After several quiet years, the Hong Kong biotech sector finally stirred. Until Q3 2024, many companies and investors still viewed listings in Hong Kong as neither here nor there. Valuations were low, liquidity poor. But in the first half of 2025, optimism revived.

I think this rally is fundamentally driven by capital. Valuations don’t move without liquidity. BD deals, especially those valued highly, serve as powerful catalysts. But when media reports cite a USD 10 billion package, investors should dig into the structure: how much is upfront, how much is in near-term milestones. The rest is often too speculative to matter.

A decade ago, most Chinese drugmakers were importing pipelines or engaging in fast-follower strategies. But during the pandemic, huge inflows of capital allowed biotech players to pursue true innovation. Now, many early-stage programs are global firsts, even at the basic research level.

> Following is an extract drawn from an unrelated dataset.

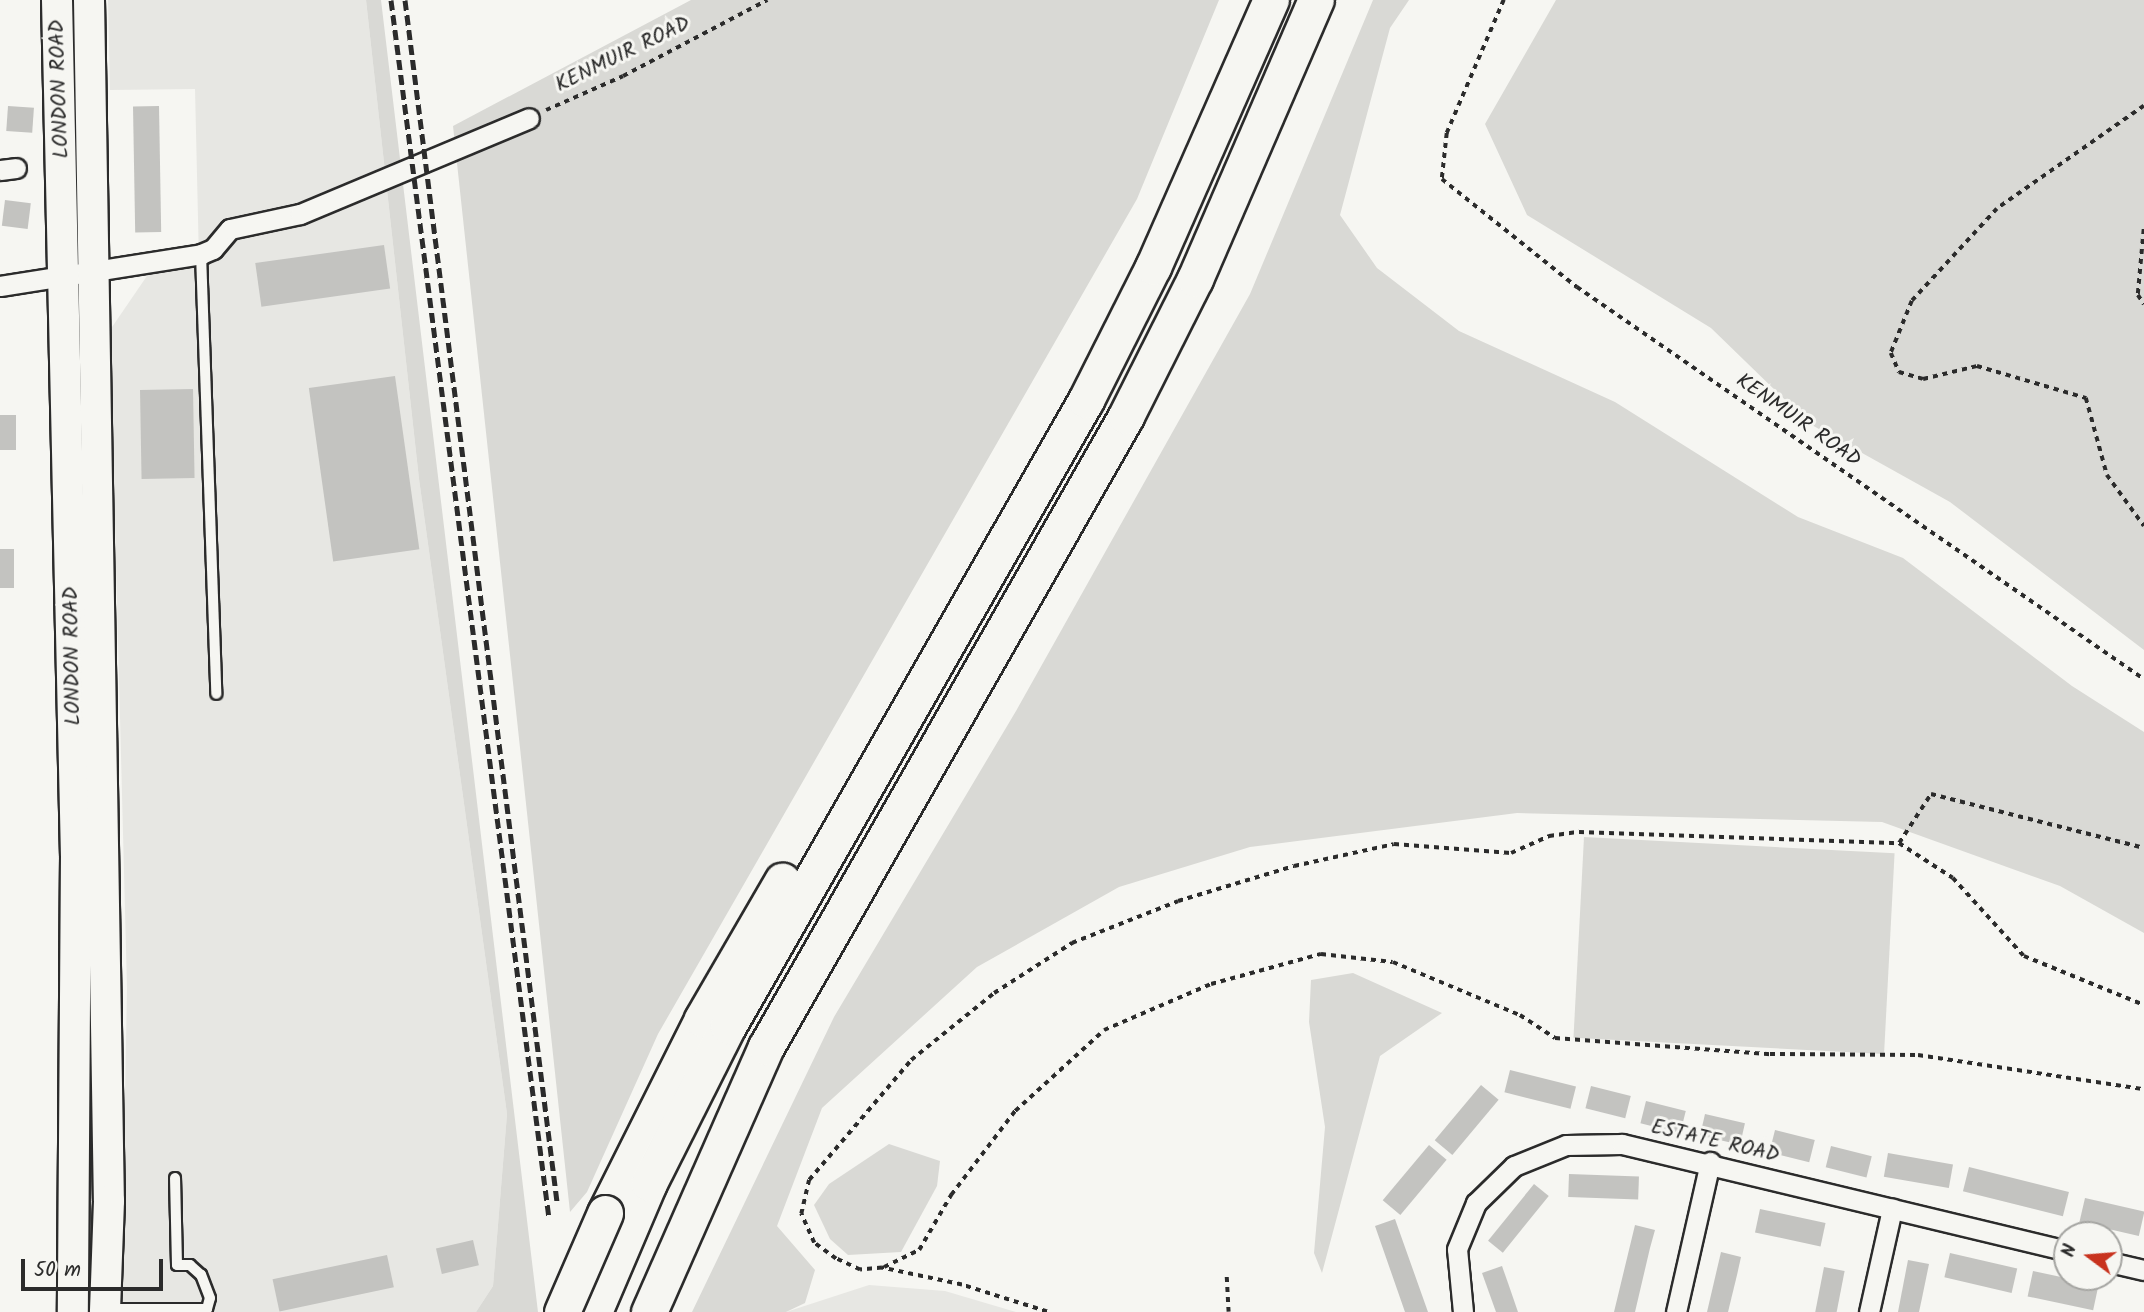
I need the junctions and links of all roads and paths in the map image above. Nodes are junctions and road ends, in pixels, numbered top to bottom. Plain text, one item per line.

Multinational companies have also moved upstream. We’ve seen early interest in Phase 1 or 2 pipelines from small RNA and immunology-focused startups in our portfolio. BD is now a viable exit path even at an early stage. And for investors, one successful BD deal can fully recoup their capital outlay.

Reputation in the private market matters too. Companies like MediLink Therapeutics and Elpiscience, with proven BD track records or strong institutional backing, tend to attract more interest during their IPOs.

Outbound BD will only get stronger. Global pharma still needs high-quality assets, and the quality of Chinese pipelines continues to improve. That’s thanks to cost-efficient clinical resources and a fully built-out supply chain.

Even if a few drug programs get returned by buyers, it won’t create systemic risk. As long as there’s no fraud or data falsification, China’s reputation for innovation abroad will remain intact. The biggest uncertainty could be geopolitical, say, if the US imposes new sanctions on Chinese drugmakers.

In terms of indication areas, oncology, immunology, and metabolic disease remain the big three. In the metabolic space, I think small nucleic acid platforms will shine. T-cell engagers (TCEs) may be past their peak, but antibody engineering platforms such as customized formats and ADCs are still a core strength for Chinese researchers. I expect more deals to emerge from those areas.

The commercial fundamentals for Hong Kong-listed biotech companies are also improving. I remember in 2023 and early 2024, when the capital winter was in full swing, many institutions were tracking how long these firms could survive on their cash reserves. That kind of analysis has disappeared lately. Leading firms are raising more capital through follow-ons, getting drugs approved, and commercializing their products. Losses are narrowing. Confidence is returning.

Of course, stock prices are still affected by all sorts of noise, including rumors of upcoming BD deals. But as long as the rally doesn’t get overhyped and leave investors stranded at the top, I think the Hong Kong biotech market will likely rise steadily, with some bumps along the way.